Im Scheitern bin ich richtig gut!

Es wird ja weltweit viel gescheitert. Gucken Sie sich die Nachrichten an, schauen Sie sich um, blicken Sie kurz in den Spiegel. Sehen Sie? Überall wird deutlich mehr gescheitert als gesiegt. Außerdem kaufen hauptsächlich Frauen Bücher, und Frauen scheitern noch mehr als Männer, egal was Ursula von der Leyen sagt. Deswegen ist das Thema auch ein Anbiedern an die Zielgruppe. Außerdem: Übers Gewinnen schreiben Leute wie Carsten Maschmeyer, und da will man ja wohl automatisch lieber das Gegenteil.

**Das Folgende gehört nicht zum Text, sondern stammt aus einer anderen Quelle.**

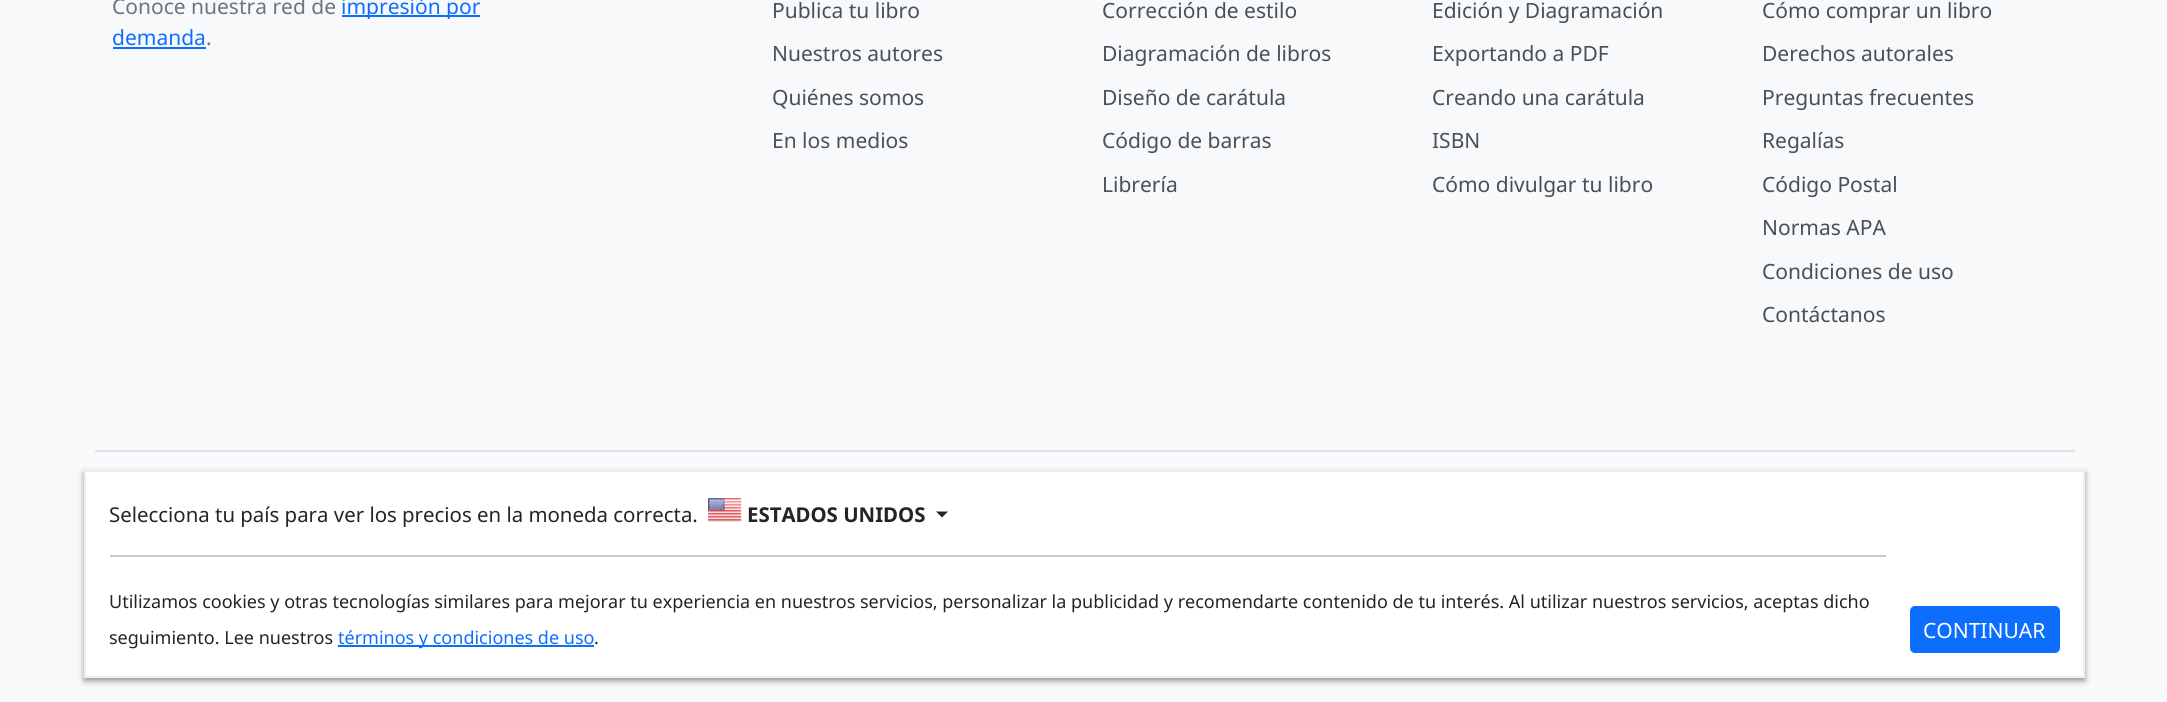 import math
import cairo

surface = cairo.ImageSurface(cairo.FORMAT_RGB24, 2167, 702)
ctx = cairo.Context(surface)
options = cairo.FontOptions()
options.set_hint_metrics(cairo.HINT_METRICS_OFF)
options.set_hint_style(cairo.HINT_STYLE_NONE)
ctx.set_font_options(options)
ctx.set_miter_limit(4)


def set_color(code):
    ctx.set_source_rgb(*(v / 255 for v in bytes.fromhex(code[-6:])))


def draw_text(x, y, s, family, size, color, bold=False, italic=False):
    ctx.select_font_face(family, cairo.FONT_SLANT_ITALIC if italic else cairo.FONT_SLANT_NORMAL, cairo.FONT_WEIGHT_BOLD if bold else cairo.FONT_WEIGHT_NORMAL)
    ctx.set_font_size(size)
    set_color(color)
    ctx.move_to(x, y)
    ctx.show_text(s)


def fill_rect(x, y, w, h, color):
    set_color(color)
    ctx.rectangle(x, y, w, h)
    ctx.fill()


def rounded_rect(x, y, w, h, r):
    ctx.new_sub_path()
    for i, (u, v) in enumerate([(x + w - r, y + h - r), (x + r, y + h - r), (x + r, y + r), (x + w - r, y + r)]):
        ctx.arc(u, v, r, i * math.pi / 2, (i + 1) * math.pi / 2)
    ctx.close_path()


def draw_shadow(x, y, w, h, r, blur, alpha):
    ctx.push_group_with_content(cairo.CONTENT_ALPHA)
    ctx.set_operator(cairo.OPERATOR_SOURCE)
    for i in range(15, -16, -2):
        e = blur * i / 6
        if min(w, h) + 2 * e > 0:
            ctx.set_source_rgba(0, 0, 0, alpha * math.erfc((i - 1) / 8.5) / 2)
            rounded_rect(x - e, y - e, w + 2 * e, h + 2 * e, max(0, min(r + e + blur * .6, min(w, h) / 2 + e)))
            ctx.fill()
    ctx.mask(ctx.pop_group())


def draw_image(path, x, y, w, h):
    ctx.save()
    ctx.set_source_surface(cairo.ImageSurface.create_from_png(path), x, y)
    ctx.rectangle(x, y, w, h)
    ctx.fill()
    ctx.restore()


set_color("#f8f9fa")
ctx.paint()
draw_text(112, 14, "Conoce nuestra red de", "Noto Sans", 21, "#6c757d")
fill_rect(342, 15, 138, 2, "#0d6efd")
draw_text(341, 14, "impresión por", "Noto Sans", 21, "#0d6efd")
draw_text(112, 45, "demanda", "Noto Sans", 21, "#0d6efd")
fill_rect(113, 47, 93, 2, "#0d6efd")
draw_text(206, 45, ".", "Noto Sans", 21, "#6c757d")
draw_text(772, 18, "Publica tu libro", "Noto Sans", 21, "#495057")
draw_text(772, 61, "Nuestros autores", "Noto Sans", 21, "#495057")
draw_text(772, 105, "Quiénes somos", "Noto Sans", 21, "#495057")
draw_text(772, 148, "En los medios", "Noto Sans", 21, "#495057")
draw_text(1102, 18, "Corrección de estilo", "Noto Sans", 21, "#495057")
draw_text(1102, 61, "Diagramación de libros", "Noto Sans", 21, "#495057")
draw_text(1102, 105, "Diseño de carátula", "Noto Sans", 21, "#495057")
draw_text(1102, 148, "Código de barras", "Noto Sans", 21, "#495057")
draw_text(1102, 192, "Librería", "Noto Sans", 21, "#495057")
draw_text(1432, 18, "Edición y Diagramación", "Noto Sans", 21, "#495057")
draw_text(1432, 61, "Exportando a PDF", "Noto Sans", 21, "#495057")
draw_text(1432, 105, "Creando una carátula", "Noto Sans", 21, "#495057")
draw_text(1432, 148, "ISBN", "Noto Sans", 21, "#495057")
draw_text(1432, 192, "Cómo divulgar tu libro", "Noto Sans", 21, "#495057")
draw_text(1762, 18, "Cómo comprar un libro", "Noto Sans", 21, "#495057")
draw_text(1762, 61, "Derechos autorales", "Noto Sans", 21, "#495057")
draw_text(1762, 105, "Preguntas frecuentes", "Noto Sans", 21, "#495057")
draw_text(1762, 148, "Regalías", "Noto Sans", 21, "#495057")
draw_text(1762, 192, "Código Postal", "Noto Sans", 21, "#495057")
draw_text(1762, 235, "Normas APA", "Noto Sans", 21, "#495057")
draw_text(1762, 279, "Condiciones de uso", "Noto Sans", 21, "#495057")
draw_text(1762, 322, "Contáctanos", "Noto Sans", 21, "#495057")
fill_rect(95, 450, 1980, 2, "#dee2e6")
set_color("#000000")
draw_shadow(84, 473, 2001, 208, 0, 3, 0.4)
set_color("#ffffff")
ctx.rectangle(85, 471, 1999, 206)
ctx.fill_preserve()
set_color("#eeeeee")
ctx.stroke()
draw_text(109, 522, "Selecciona tu país para ver los precios en la moneda correcta.", "Noto Sans", 20.4, "#212529")
draw_image("assets/img1.png", 708, 498, 34, 24)
draw_text(747, 522, "ESTADOS UNIDOS", "Noto Sans", 20.4, "#212529", bold=True)
ctx.new_path()
ctx.move_to(936, 511.5)
ctx.line_to(948, 511.5)
ctx.line_to(942, 517.5)
ctx.close_path()
ctx.fill()
fill_rect(110, 555, 1776, 2, "#c8c9ca")
draw_text(109, 608, "Utilizamos cookies y otras tecnologías similares para mejorar tu experiencia en nuestros servicios, personalizar la publicidad y recomendarte contenido de tu interés. Al utilizar nuestros servicios, aceptas dicho", "Noto Sans", 18, "#212529")
draw_text(109, 644, "seguimiento. Lee nuestros", "Noto Sans", 18, "#212529")
fill_rect(338, 645, 256, 2, "#0d6efd")
draw_text(338, 644, "términos y condiciones de uso", "Noto Sans", 18, "#0d6efd")
draw_text(594, 644, ".", "Noto Sans", 18, "#212529")
set_color("#0d6efd")
rounded_rect(1911, 607, 148, 45, 4)
ctx.fill_preserve()
ctx.stroke()
draw_text(1923, 638, "CONTINUAR", "Noto Sans", 21, "#ffffff")
surface.write_to_png("output.png")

Und: Es ist das Thema, mit dem ich mich am besten auskenne. Scheitern kann ich. Wenn alles so läuft wie immer, werde ich das Buch nicht fertig schreiben … Aber selbst wenn das Buch fertig wird, bin ich mir sicher, dass es nicht so erfolgreich ist wie Shades of Grey oder Harry Potter, obwohl ich auch über dominanten Sex schreibe (Seite 662), und über Jungs mit Brille (Seite 923). Zack, bin ich wieder gescheitert! Und selbst wenn dieses Buch ein Weltbesteller werden sollte, werde ich das Gefühl haben, dass ich in dieser Zeit meine Mutter vernachlässigt habe, noch immer nicht in Madrid war und erst recht nicht beim Sport. Sie sehen: Scheitern kann man eigentlich immer und überall. Es ist ein günstiges Hobby für die ganze Familie, und ich als Scheidungskind weiß, wovon ich rede.

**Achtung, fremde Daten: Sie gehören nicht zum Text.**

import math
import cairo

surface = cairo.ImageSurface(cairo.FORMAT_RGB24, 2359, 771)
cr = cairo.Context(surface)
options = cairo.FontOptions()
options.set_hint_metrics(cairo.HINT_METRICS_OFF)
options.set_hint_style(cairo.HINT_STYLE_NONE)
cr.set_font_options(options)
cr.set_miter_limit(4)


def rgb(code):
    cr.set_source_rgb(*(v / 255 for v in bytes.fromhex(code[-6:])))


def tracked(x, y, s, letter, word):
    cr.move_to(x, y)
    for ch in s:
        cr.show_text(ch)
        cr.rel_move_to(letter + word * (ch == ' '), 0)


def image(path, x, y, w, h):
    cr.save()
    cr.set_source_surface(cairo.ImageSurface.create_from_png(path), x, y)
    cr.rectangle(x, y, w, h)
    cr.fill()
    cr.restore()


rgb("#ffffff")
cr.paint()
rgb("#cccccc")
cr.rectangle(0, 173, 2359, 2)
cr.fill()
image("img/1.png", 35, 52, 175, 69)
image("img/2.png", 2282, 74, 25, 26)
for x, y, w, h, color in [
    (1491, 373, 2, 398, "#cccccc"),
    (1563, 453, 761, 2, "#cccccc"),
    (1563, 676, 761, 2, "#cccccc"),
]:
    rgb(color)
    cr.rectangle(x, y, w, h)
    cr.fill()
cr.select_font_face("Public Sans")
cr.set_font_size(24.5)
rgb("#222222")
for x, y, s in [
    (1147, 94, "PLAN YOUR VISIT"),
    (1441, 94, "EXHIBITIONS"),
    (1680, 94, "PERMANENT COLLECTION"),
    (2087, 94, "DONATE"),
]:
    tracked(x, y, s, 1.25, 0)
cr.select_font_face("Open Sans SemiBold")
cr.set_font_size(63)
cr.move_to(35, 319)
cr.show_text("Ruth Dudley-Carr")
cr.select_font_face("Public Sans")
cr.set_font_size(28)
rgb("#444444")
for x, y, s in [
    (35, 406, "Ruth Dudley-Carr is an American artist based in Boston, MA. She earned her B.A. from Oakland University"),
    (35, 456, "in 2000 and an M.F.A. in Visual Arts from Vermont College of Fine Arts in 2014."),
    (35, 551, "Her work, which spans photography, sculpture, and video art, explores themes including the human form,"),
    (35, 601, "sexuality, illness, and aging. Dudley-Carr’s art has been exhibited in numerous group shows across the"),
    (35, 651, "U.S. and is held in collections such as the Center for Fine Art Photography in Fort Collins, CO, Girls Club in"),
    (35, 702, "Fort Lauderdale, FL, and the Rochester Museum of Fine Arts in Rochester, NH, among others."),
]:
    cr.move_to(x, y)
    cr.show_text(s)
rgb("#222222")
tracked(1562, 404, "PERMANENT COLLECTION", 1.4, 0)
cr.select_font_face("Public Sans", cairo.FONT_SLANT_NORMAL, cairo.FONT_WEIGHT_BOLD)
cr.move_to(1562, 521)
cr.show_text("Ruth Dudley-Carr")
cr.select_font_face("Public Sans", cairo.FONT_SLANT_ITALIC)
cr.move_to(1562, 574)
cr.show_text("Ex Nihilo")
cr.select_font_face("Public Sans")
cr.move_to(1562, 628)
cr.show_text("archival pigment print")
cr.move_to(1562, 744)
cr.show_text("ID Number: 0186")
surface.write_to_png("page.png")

Aber keine Angst. Dies ist kein deprimierendes Buch. Im Gegenteil. Selbst wenn Sie eigentlich die Buddenbrooks oder Frank Schätzing, Ulysses oder das letzte Werk von Richard David Precht lesen wollten, aber stattdessen jetzt dieses Buch in der Hand haben, weil es dünner, billiger und lustiger ist, ist es genau das richtige.
Dies ist ein Buch für all die, die sich schon einmal entschlossen an ihren Computer gesetzt haben, um zum Beispiel ihre Diplomarbeit zu Ende zu schreiben, und dann vier Stunden lang bei YouTube-Videos von Haushaltsunfällen, Katzenkindern und romantischen Heiratsanträgen hängen geblieben sind. Für alle, die sich jedes Jahr drei Tage vor dem Urlaub erfolglos in ihre Bikinifigur hungern wollen, alle, die eigentlich große Pläne für ihr Leben hatten und jetzt plötzlich eine Einbauküche abbezahlen und alle, die das Gefühl haben, es fehlt ein Tag zwischen Sonntag und Montag: ein Tag, an dem man endlich mal alles erledigen könnte …

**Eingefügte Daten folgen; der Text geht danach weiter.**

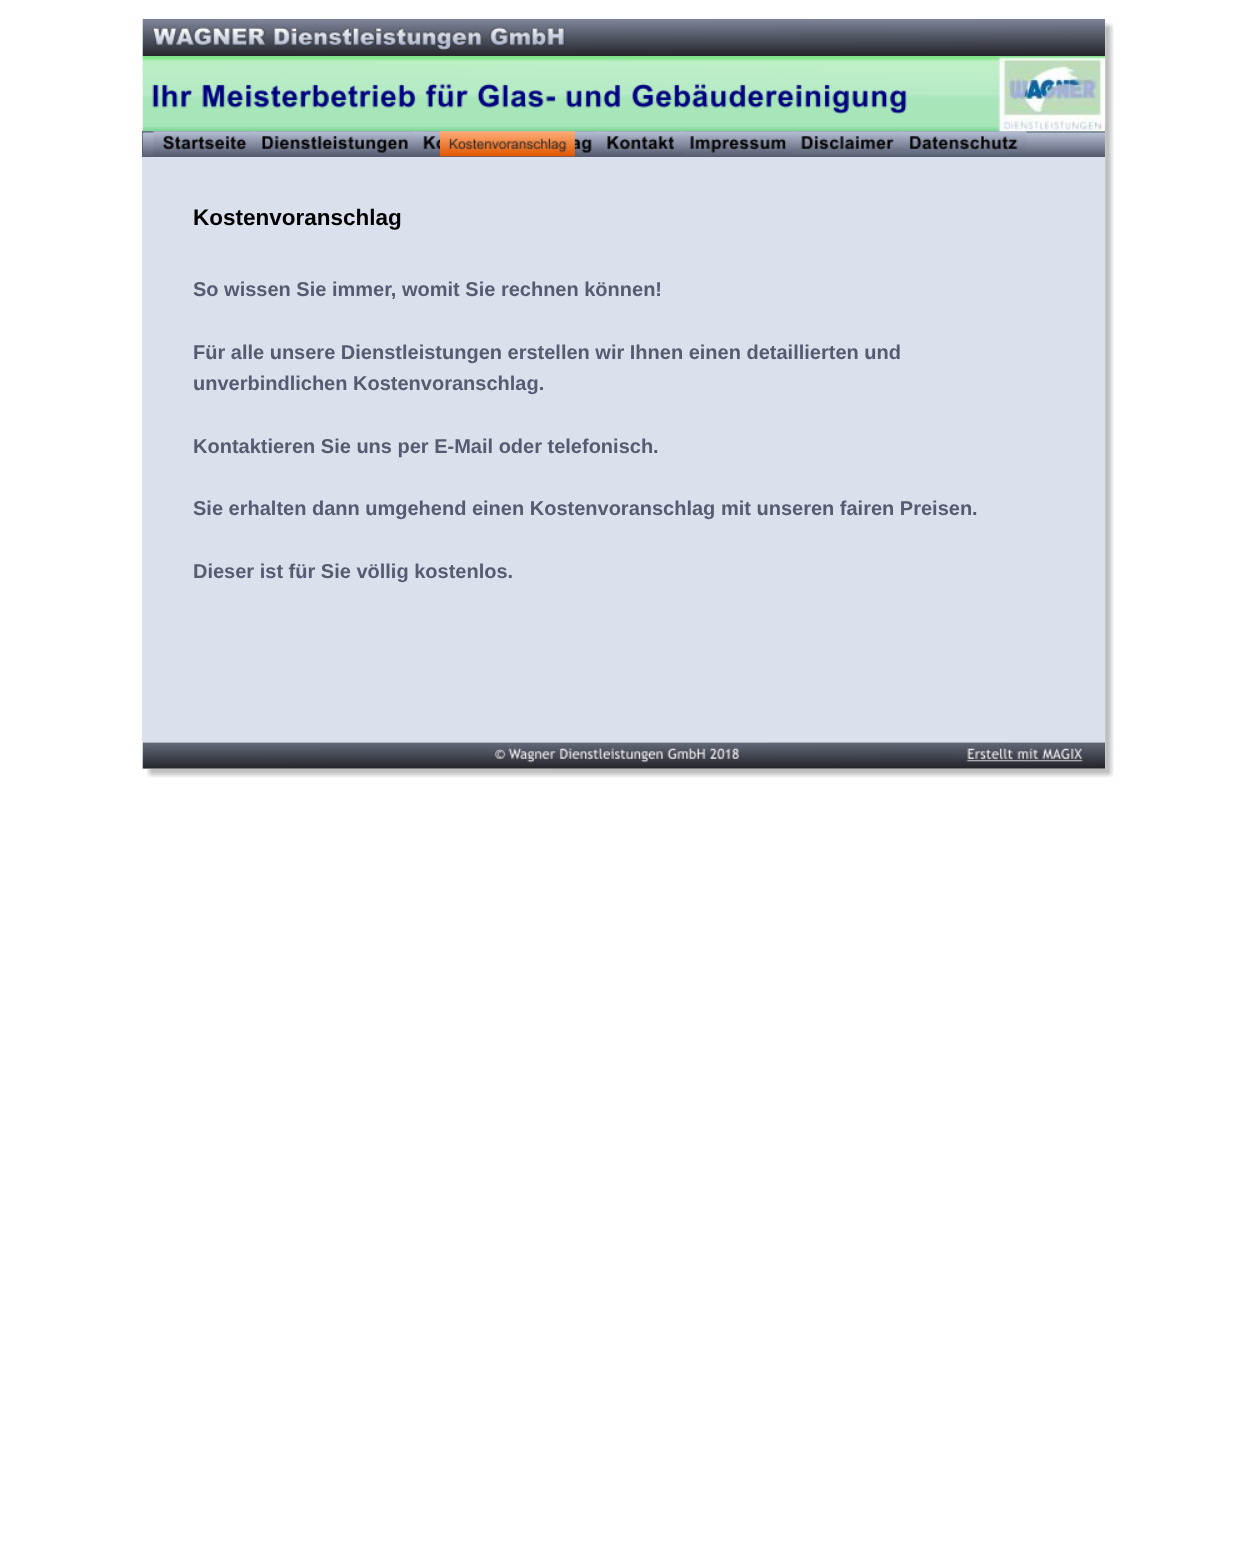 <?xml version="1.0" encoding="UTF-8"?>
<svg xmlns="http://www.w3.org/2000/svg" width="1247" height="1544">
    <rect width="100%" height="100%" fill="#FFFFFF"/>
    <image x="142" y="19" width="972" height="759" href="img_01.png"/>
    <image x="142" y="18" width="963" height="39" href="img_02.png"/>
    <image x="152" y="26" width="413" height="24" href="img_03.png"/>
    <rect x="142" y="131" width="963" height="26" fill="#555C70"/>
    <image x="142" y="56" width="963" height="76" href="img_04.png"/>
    <image x="152" y="83" width="755" height="31" href="img_05.png"/>
    <image x="142" y="132" width="963" height="25" href="img_15.png"/>
    <image x="152" y="131" width="103" height="25" href="img_07.png"/>
    <image x="252" y="131" width="166" height="25" href="img_08.png"/>
    <image x="414" y="131" width="188" height="25" href="img_09.png"/>
    <image x="597" y="131" width="87" height="25" href="img_11.png"/>
    <image x="680" y="131" width="115" height="22" href="img_12.png"/>
    <image x="792" y="131" width="112" height="20" href="img_13.png"/>
    <image x="900" y="131" width="127" height="20" href="img_14.png"/>
    <image x="998" y="57" width="107" height="75" href="img_06.png"/>
    <image x="440" y="131" width="135" height="26" href="img_10.png"/>
    <rect x="142" y="157" width="963" height="585" fill="#DBE0ED"/>
    <text x="193" y="225" font-family="Liberation Sans" font-size="22.5" font-weight="700" fill="#000000">Kostenvoranschlag</text>
    <text x="193" y="296" font-family="Liberation Sans" font-size="20" font-weight="700" fill="#555C70">So wissen Sie immer, womit Sie rechnen können!</text>
    <text font-family="Liberation Sans" font-size="20" font-weight="700" fill="#555C70">
        <tspan x="193" y="359">Für alle unsere Dienstleistungen erstellen wir Ihnen einen detaillierten und</tspan>
        <tspan x="193" y="390">unverbindlichen Kostenvoranschlag.</tspan>
    </text>
    <text x="193" y="453" font-family="Liberation Sans" font-size="20" font-weight="700" fill="#555C70">Kontaktieren Sie uns per E-Mail oder telefonisch.</text>
    <text x="193" y="515" font-family="Liberation Sans" font-size="20" font-weight="700" fill="#555C70">Sie erhalten dann umgehend einen Kostenvoranschlag mit unseren fairen Preisen.</text>
    <text x="193" y="578" font-family="Liberation Sans" font-size="20" font-weight="700" fill="#555C70">Dieser ist für Sie völlig kostenlos.</text>
    <image x="142" y="742" width="963" height="27" href="img_16.png"/>
</svg>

Katrin Bauerfeind macht im Fernsehen (u.a. auf 3sat) alles, was etwas mit Kultur zu tun hat. Sie moderiert, sie führt Interviews und hat zu allem im eine laute Lache und einen schnellen, zackigen, schwarzen Humor.
Angefangen hat es auf dem Internetportal „Ehrensenf“. Da war sie noch sehr jung und durfte so richtig frech sein.
Im Ulmer Roxy zeigte ihr Scheitern in seiner ganzen Größe und wählte die komplette Bandbreite von 60 Brigitte-Ausgaben. Sprich: Haare, Haare, Haare, Yoga, Essen, Trinken, Familie, Beziehungen, Männer, Sex und natürlich Kinder. Sie gibt sich als engagierte Raucherin aus (beim Signieren plauderte sie jedoch aus, dass sie aufgehört hat, nach jahrelang zwei Schachteln am Tag). Alle tolle Frauen hätten ja wohl auch geraucht und solche wie Frau Nahles eben halt nicht. Familie: Auch so ein Thema. Hauptsächlich, wenn man wie sie aus dem Schwäbischen kommt. Und dann noch aus Aalen. Was unsere Gesellschaft zum Thema Single meint, tritt sie sehr breit aus, da sie ja selbst eine ist. Und: Obwohl schon 32, ist sie nicht krank oder irgendwie anders. Sie fühlt sich wohl, obwohl sie von vielen bedauert und komisch angeschaut wird. Da sind wir auch schon beim Thema Männer, die sie von den verschiedensten Seiten beleuchtet. Sie kann es halt nicht brauchen, wenn er schon wippend und trommelnd im Flur steht, während sie noch nach der passenden Garderobe für einen Besuch im Baumarkt schaut. usw usw. Es war vergnüglich, gespickt mit vielen Kalauern und immer einer knackigen, politisch sehr unkorrekten Pointen am Satzende.
Schlangestehen bei Signieren war angesagt und natürlich Fanfotos mit ihr und große Verbrüderungsszenen mit alten Freunden aus der Heimat, die angereist waren.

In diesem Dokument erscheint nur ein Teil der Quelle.